The events of her childhood were long past, and she struggled to remember things as they had happened when she was 5 years old.
"I tried to remember as a child would remember it, but I was writing it as an adult," she said. "The more I wrote, the more I remembered."
She began to ask questions of other relatives who had survived, and each tale she heard brought back a memory of her own. By the end, she had put together a memoir of her experiences growing up in Poland and Ukraine, living in a ghetto, assuming a gentile name, and then going into hiding underground for two years with her family.
The family was liberated in the spring of 1944 by Russian soldiers on their way to Berlin. By 1947, they were placed in a displaced persons camp in Germany’s American zone. It was there, at the age of 11, that Gold learned how to ride a bicycle and play Ping-Pong. An American uncle soon brought the family to their new home in Brooklyn, where Gold wanted nothing more than to fit in.
"When you’re young, you want to be like the others," she said. "You don’t want to stand out. I always subconsciously felt what happened. If I let it come out, it would cause me endless anxiety."
After the book came out, Gold received calls from college friends who said they had never known she had been a hidden child.
"That’s how well I kept it under cover," she said.

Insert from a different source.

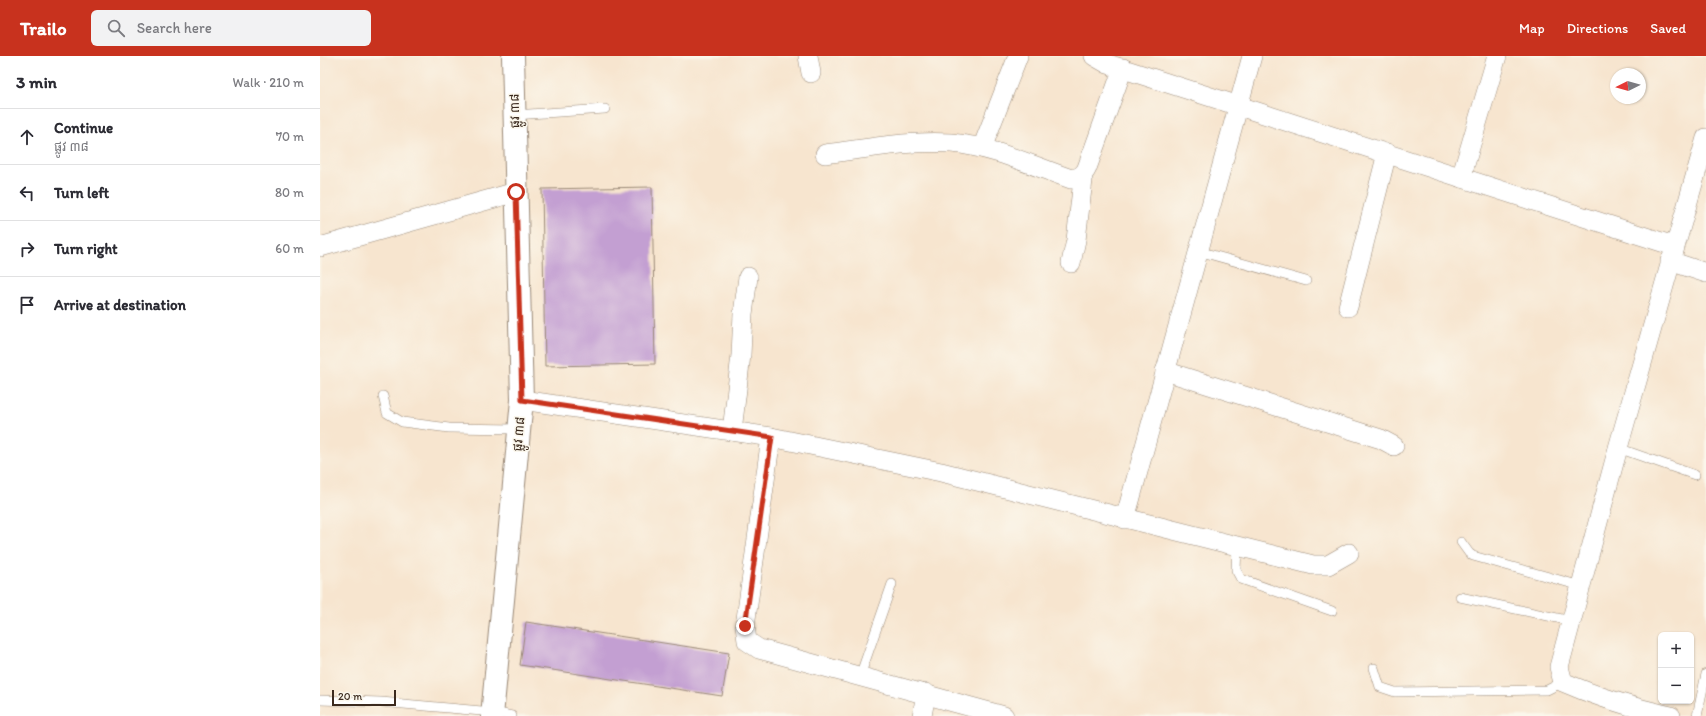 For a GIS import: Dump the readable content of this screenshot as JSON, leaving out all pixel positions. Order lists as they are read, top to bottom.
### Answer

The book’s title came from Gold’s daughter, Liza, who still refuses to read the memoir in its entirety, even though it is dedicated to her and her brother Jonathan.
"It’s too hurtful to her," Gold said. "She feels too close to [Holocaust literature]. Both she and my son say they need space."
Gold never spoke about her experiences until she attended the first international conference of hidden children in 1991. There, she realized the importance of telling her story because there is a limited time left for survivors to give their personal accounts.
"I realized I had to carry the torch, so to speak," she said. "We are the last generation of survivors now in ‘007. In ‘070 we’re not going to be around anymore. How is this going to be communicated and transmitted to our children?"
Gold pointed out that places like Poland lost something during the Holocaust because they lost a part of the population that had been integral in forming the larger society.
"The Jewish civilization in Poland, which was a very rich civilization that had lasted for 500 years, has been wiped away from the face of the earth," she said. Although the places remain the same, the people and society that gave the land its character are no more, she continued. She mentioned that it is now popular in Poland to attend klezmer festivals and eat cholent, but the people who sparked these customs are no longer there.
"It’s like the Indians," she said. "You’ve got Indian relics and Indian names" on lands no longer occupied by Native Americans.
In addition to aiding the collective Jewish memory, Gold wants her story to act as a cautionary tale.
"The holocausts are not over with," she said. "We’ve had Darfur, we’ve had Rwanda. It’s nice to say ‘that kind of evil is in the past,’ but no, you’re seeing it now in various forms and various places."
Man’s inhumanity to man is still a problem in the world and one that our children and grandchildren will have to deal with, Gold said. "Yes, our Holocaust has to be remembered, but it has to be remembered in a larger sense," relating to the "nature of evil and intolerance."